The Nervtag consortium assumes that out of 1000 60-year-olds infected with B.1.1.7, 13 to 16 die. With the previously known variants, the rate was 10 out of 1000.
“The most worrying thing is,” said David Strain of the University of Exeter to the UK Science Media Center, “that the death rate in the clinics is the same, but the overall mortality is 30 percent higher.” Strain referred to one of the studies considered, presented by Sir Patrick John Thompson Vallance, Clinical Pharmacologist and Chief Scientific Adviser to the UK Government.
To illustrate this, if one were to assume that the mortality rate in the hospital is 10 percent for both variants, 130 people would now have to go to the clinic who were infected with the new variant. So far there have only been 100. That could explain why hospitals currently have 79 percent more patients than they did during the first wave peak.
Strain also emphasized that the Nervtag consortium has only been able to take into account eight percent of all Covid 19 deaths in the evaluation. “We need a lot more data before we can draw too many conclusions.”
Data are still very preliminary
The virologist Julian Tang from the University of Leicester noted that there are many different influencing factors that determine the course of a Covid-19 infection. Ethnic affiliation, age, gender, previous illnesses and also the workload of the health care system belonged to this, for example.
The data on which Patrick Vallance and Nervtag were based included relatively few cases of B.1.1.7 variants. There was no precise breakdown of the background of the various patients.
“But we know that the death rate for patients with certain pre-existing conditions is generally increased in winter. The mortality of such patients is generally higher in winter – regardless of a virus. ”Patients with heart disease often experience a sudden deterioration in their health in the winter months. Winter increases the stress on the heart and the risk of heart attacks increases. Against this background, the difference from 10 to 13 more deaths per 1000 is not particularly high due to the new variant.

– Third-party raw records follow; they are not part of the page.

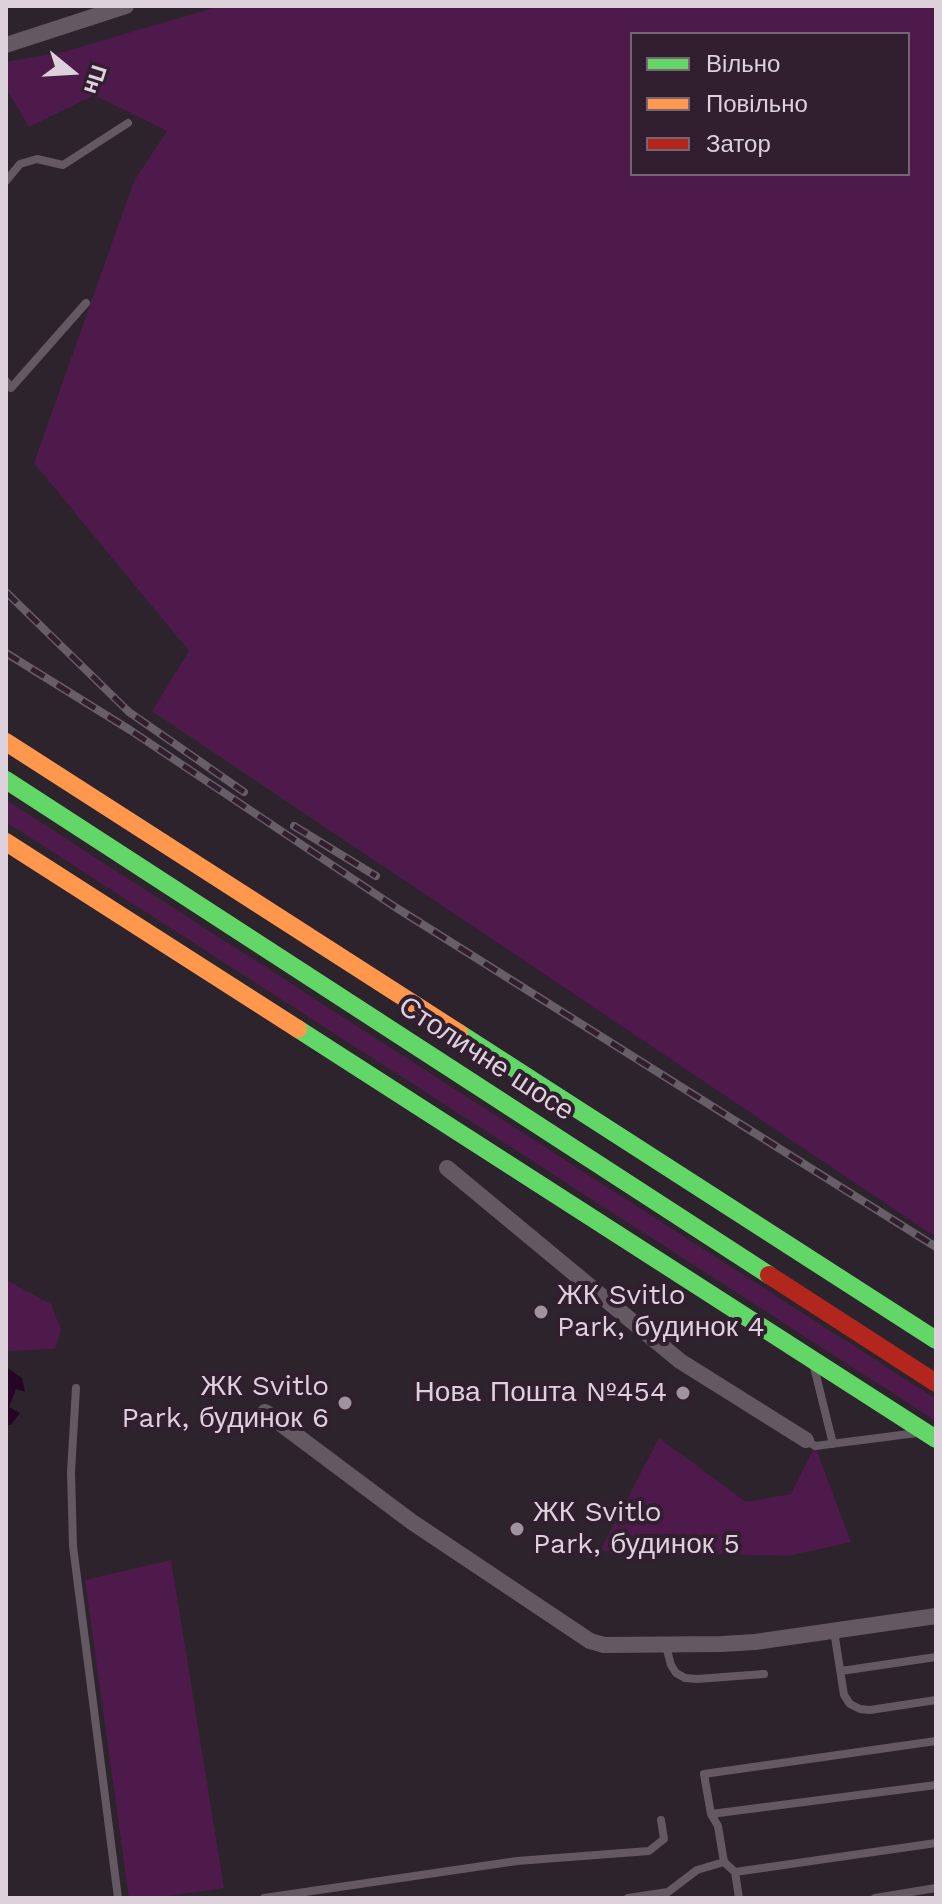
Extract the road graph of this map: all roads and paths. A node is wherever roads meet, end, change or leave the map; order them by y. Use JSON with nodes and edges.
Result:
{"nodes":[{"id":1,"x":126,"y":6,"type":"edge"},
{"id":2,"x":6,"y":45,"type":"edge"},
{"id":3,"x":128,"y":123,"type":"dead end"},
{"id":4,"x":6,"y":181,"type":"edge"},
{"id":5,"x":86,"y":303,"type":"dead end"},
{"id":6,"x":6,"y":381,"type":"edge"},
{"id":7,"x":6,"y":742,"type":"edge"},
{"id":8,"x":6,"y":780,"type":"edge"},
{"id":9,"x":6,"y":842,"type":"edge"},
{"id":10,"x":447,"y":1168,"type":"dead end"},
{"id":11,"x":936,"y":1340,"type":"edge"},
{"id":12,"x":813,"y":1361,"type":"junction"},
{"id":13,"x":936,"y":1383,"type":"edge"},
{"id":14,"x":76,"y":1388,"type":"dead end"},
{"id":15,"x":265,"y":1412,"type":"dead end"},
{"id":16,"x":931,"y":1435,"type":"edge"},
{"id":17,"x":806,"y":1440,"type":"joint"},
{"id":18,"x":833,"y":1444,"type":"junction"},
{"id":19,"x":936,"y":1616,"type":"edge"},
{"id":20,"x":834,"y":1630,"type":"junction"},
{"id":21,"x":666,"y":1646,"type":"junction"},
{"id":22,"x":936,"y":1657,"type":"edge"},
{"id":23,"x":841,"y":1671,"type":"junction"},
{"id":24,"x":764,"y":1674,"type":"dead end"},
{"id":25,"x":936,"y":1700,"type":"edge"},
{"id":26,"x":936,"y":1741,"type":"edge"},
{"id":27,"x":936,"y":1785,"type":"edge"},
{"id":28,"x":711,"y":1814,"type":"junction"},
{"id":29,"x":661,"y":1820,"type":"dead end"},
{"id":30,"x":936,"y":1843,"type":"edge"},
{"id":31,"x":724,"y":1862,"type":"junction"},
{"id":32,"x":735,"y":1872,"type":"junction"},
{"id":33,"x":936,"y":1888,"type":"edge"},
{"id":34,"x":118,"y":1898,"type":"edge"},
{"id":35,"x":264,"y":1898,"type":"edge"},
{"id":36,"x":628,"y":1898,"type":"edge"},
{"id":37,"x":739,"y":1898,"type":"edge"},
{"id":38,"x":875,"y":1898,"type":"edge"}],
"edges":[{"from":1,"to":2,"type":"street"},
{"from":3,"to":4,"type":"lane"},
{"from":5,"to":6,"type":"lane"},
{"from":7,"to":11,"type":"main road","name":"Столичне шосе"},
{"from":8,"to":13,"type":"main road","name":"Столичне шосе"},
{"from":9,"to":12,"type":"main road"},
{"from":10,"to":17,"type":"street"},
{"from":12,"to":16,"type":"main road"},
{"from":12,"to":18,"type":"lane"},
{"from":14,"to":34,"type":"lane"},
{"from":15,"to":21,"type":"street"},
{"from":16,"to":18,"type":"lane"},
{"from":17,"to":18,"type":"lane"},
{"from":19,"to":20,"type":"street"},
{"from":20,"to":21,"type":"street"},
{"from":20,"to":23,"type":"lane"},
{"from":21,"to":24,"type":"lane"},
{"from":22,"to":23,"type":"lane"},
{"from":23,"to":25,"type":"lane"},
{"from":26,"to":28,"type":"lane"},
{"from":27,"to":28,"type":"lane"},
{"from":28,"to":31,"type":"lane"},
{"from":29,"to":35,"type":"lane"},
{"from":30,"to":32,"type":"lane"},
{"from":31,"to":32,"type":"lane"},
{"from":31,"to":36,"type":"lane"},
{"from":32,"to":37,"type":"lane"},
{"from":33,"to":38,"type":"lane"}]}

Nevertheless, Tang emphasizes: “Apart from that, the message remains the same: We must continue to reduce our social contacts and try to stay at home to reduce the spread of the virus – until most of the risk patients are vaccinated.”
What the virus does in the cells
In view of the Nervtag presentation, the microbiologist Simon Clarke from the University of Reading gives an overview of what can be safely said about the molecular properties of the new virus variant.
Initial studies indicated that the mutations did not negatively affect the virus’ antibody response, which the body uses to prevent it from entering human cells, Clarke said. “We don’t yet know whether the mutations change the spike protein or other parts of the coronavirus in such a way that antibodies can make it less visible to the white blood cells.” If this were the case, the body could not build up an immune memory as well and that The risk of re-infection with the virus would increase. It is also not yet clear whether the T cells, which can detect and kill cells infected by the virus, respond just as well to the new variants as to previous ones.
“But we know that the new variant can bind better to our cells. This could trigger a more severe overreaction of the immune system, which in turn can lead to serious illness and death. “
Ian Jones, Professor of Virology at the University of Reading adds: “The data from Nervtag are not comprehensive and the shots taken from them are therefore only preliminary.” But an increased case mortality is quite conceivable. But it is not as dramatic as it sounds. “Whether the death rate is one percent or 1.3 percent doesn’t change the fact that the virus is a very dangerous virus for a small number of people that you have to avoid.” You can do that with strict adherence to the lockdown regulations and by being prepared for a quick vaccination. “Since the vaccine works just as well against the old as the new variant, the number of infections should decrease as soon as the vaccination progresses.”
Lawrence Young, Professor of Molecular Oncology at Warwick Medical School also emphasizes that there is so far no evidence that the vaccines against B.1.1.7 are ineffective. “Laboratory studies have shown that antibodies from test subjects who have been vaccinated with the Pfizer / Biontech vaccine can prevent the new UK variant B.1.1.7 from entering the cells.”
Artificially produced viruses with the changes in the spike protein that are typical for B.1.17 would also be blocked by antibodies from those recovered from the original variant. “These studies instill confidence that the vaccinations also protect against illness with the new variant.”